Extra credit will be up to a maximum of 5 marks, and expected to be awarded to approximately 10 students. This credit will add to the course total.
If you would like to participate, copy
the agents/task3_agent.py file into a file
called agents/task4_agent.py, and as with the Task 3
agent, edit the move() function. As before, you are free
to define any other helper functions or classes as needed, and your
agent should follow the BaseAgent template described
above.
We congratulate Bheesetti Yaswanth Ram Kumar (23B1277) for winning the tournament by a clear margin. Below are two games of his agent against the one we provided for Task 3.
23b1277 plays black. |
23b1277 plays white. |
|---|
Unlike previous assignments, you have been given a free hand to design your agent for Microchess. Your report should include the following details for each of the agents you have developed.

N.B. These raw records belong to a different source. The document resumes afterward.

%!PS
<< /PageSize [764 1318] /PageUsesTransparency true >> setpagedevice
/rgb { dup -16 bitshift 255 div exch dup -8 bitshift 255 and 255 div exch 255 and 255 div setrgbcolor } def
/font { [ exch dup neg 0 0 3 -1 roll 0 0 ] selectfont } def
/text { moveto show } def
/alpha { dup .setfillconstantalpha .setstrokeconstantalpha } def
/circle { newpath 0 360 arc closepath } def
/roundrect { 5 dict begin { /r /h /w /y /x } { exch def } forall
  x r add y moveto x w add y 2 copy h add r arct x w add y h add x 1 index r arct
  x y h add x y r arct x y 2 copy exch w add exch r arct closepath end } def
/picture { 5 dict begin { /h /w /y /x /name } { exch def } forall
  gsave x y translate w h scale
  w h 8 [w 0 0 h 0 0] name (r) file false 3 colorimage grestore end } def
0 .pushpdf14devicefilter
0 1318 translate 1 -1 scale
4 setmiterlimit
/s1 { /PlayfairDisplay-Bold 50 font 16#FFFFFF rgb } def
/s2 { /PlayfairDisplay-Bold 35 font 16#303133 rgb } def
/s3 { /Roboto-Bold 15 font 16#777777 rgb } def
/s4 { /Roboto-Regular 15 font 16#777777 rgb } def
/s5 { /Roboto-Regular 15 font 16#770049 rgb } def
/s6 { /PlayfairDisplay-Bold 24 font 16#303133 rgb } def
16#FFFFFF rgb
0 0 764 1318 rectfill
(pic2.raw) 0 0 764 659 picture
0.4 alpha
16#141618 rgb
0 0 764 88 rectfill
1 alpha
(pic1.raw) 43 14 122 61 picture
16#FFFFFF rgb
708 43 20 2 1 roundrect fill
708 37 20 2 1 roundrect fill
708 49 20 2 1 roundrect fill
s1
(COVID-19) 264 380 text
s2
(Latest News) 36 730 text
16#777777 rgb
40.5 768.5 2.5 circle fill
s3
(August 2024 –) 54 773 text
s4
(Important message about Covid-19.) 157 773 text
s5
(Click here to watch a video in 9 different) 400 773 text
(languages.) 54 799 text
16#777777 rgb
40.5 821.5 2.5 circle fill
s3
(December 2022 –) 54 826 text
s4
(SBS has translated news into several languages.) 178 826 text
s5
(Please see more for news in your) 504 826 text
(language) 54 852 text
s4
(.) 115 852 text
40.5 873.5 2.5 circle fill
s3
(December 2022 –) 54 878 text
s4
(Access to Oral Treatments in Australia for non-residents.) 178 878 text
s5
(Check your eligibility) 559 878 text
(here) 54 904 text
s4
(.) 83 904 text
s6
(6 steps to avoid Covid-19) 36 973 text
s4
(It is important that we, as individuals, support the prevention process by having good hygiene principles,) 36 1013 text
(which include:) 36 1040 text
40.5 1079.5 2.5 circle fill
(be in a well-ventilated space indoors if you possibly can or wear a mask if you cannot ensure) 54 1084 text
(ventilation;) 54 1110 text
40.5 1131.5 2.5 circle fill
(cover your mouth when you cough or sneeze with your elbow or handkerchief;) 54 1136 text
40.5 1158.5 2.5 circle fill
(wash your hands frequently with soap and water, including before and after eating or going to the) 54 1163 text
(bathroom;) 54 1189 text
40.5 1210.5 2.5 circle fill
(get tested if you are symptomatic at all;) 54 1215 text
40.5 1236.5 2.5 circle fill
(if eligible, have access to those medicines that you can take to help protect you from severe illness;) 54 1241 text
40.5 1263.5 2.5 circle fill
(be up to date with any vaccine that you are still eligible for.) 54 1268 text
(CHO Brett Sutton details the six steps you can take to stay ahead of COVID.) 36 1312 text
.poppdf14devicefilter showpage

Your report should be clear and informative, as it will help the TAs and instructor understand your design choices. The report, along with your code, may be examined to corroborate the results. Insufficient explanation may result in a loss of marks.
You do not have to write about your Task 4 entry in the report, although you are welcome to.
Organize your submission folder as shown below. For example, if your roll number is 22B1831,
your submission folder should be named 22B1831_submission and structured as follows:
Note that you must also include a references.txt file if you have referred to any resources while working on this assignment (see the section on Academic Honesty on the course web page).
Tar and Gzip the directory to produce a single compressed file named <your_roll_no>_submission.tar.gz, for example 22B1831_submission.tar.gz. If you are submitting any
additional files including parameters or weights, please include them in the extra_files/ directory and ensure that the file
size does not exceed 1MB. If extra libraries used then they should all be recorded in requirements.txt file with proper version numbers.
If you are submitting an entry for Task 4, also include the file agents/task4_agent.py.
The assignment is worth a total of 12 marks. Task 1 and Task 2 are each worth 3 marks, while Task 3 carries 4 marks. Marks for each task will be awarded based on your agent’s performance, considering the number of wins, losses, draws, and the time taken per move for each task. The remaining 2 marks are allocated for the report.
Your submission is due by 11.59 p.m., Wednesday, November 5. Finish working on your submission well in
advance, keeping enough time to test your code,
compile the results, and upload to Moodle.
Your submission will not be evaluated (and will be given a score of zero) if it is not uploaded to
Moodle by the deadline. Do not send your code
to the instructor or TAs through any other channel. Requests to evaluate late submissions will not be
entertained.
Your submission will receive a score of zero if your code does not execute using the given python
virtual environment. To make sure you have
uploaded the right version, download it and check after submitting (but well before the deadline, so you
can handle any contingencies
before the deadline lapses).
You are expected to comply with the rules laid out in the "Academic Honesty" section on the course web
page, failing which you are liable to
be reported for academic malpractice.